*INSTRUCTIONS FOR THE TASK*. Among the entries below, how many lines include "Mikołaja"? Give the number alone.

======== DATA LISTING ========

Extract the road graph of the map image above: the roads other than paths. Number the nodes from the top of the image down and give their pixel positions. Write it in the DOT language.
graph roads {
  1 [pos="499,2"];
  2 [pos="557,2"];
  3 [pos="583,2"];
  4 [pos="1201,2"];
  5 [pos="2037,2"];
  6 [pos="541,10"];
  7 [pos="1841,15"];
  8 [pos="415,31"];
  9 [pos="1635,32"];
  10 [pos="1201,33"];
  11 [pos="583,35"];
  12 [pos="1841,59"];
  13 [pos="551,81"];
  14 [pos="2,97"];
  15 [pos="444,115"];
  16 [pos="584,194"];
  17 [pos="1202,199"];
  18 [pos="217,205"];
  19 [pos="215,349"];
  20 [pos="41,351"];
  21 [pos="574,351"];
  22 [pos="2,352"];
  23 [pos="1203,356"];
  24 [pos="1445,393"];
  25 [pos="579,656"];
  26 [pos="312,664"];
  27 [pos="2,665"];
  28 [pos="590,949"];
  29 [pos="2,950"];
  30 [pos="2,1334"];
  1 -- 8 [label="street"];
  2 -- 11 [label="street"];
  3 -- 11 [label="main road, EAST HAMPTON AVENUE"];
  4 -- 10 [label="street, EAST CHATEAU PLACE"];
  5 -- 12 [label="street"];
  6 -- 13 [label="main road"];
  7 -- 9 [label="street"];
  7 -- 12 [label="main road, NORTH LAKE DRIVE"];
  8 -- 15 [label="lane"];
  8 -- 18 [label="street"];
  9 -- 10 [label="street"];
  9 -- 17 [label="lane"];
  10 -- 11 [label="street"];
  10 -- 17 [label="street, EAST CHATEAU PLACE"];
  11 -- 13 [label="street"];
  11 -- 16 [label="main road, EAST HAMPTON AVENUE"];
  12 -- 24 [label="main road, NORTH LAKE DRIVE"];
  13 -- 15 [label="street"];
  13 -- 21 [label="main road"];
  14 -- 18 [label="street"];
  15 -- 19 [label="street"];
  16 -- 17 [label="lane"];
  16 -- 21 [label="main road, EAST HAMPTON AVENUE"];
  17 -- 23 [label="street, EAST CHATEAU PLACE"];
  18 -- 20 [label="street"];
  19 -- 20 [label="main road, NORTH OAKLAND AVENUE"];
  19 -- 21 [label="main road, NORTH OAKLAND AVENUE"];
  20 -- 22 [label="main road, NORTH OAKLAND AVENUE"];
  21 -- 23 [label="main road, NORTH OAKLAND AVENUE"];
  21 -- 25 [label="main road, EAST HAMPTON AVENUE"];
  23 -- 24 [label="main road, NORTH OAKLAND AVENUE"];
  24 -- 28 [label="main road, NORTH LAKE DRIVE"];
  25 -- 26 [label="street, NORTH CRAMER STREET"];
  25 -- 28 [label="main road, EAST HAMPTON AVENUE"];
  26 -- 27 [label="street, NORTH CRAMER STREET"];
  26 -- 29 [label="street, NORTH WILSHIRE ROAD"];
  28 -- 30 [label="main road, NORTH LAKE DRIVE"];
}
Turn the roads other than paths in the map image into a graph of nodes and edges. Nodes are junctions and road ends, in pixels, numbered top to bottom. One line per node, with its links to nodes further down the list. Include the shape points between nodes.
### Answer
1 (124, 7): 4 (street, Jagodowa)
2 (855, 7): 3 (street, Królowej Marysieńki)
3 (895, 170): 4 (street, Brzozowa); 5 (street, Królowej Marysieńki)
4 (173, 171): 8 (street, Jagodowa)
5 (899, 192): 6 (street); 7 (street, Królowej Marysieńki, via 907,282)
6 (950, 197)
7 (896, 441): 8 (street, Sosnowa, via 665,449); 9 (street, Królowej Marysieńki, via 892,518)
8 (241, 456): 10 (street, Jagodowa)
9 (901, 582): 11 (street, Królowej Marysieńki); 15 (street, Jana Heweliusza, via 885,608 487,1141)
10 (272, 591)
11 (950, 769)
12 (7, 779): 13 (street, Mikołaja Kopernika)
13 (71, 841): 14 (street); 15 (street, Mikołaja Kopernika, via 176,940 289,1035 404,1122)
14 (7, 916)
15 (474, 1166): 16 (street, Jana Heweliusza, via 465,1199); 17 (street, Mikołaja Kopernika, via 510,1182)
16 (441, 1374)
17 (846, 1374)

========

*SOLUTION*. 3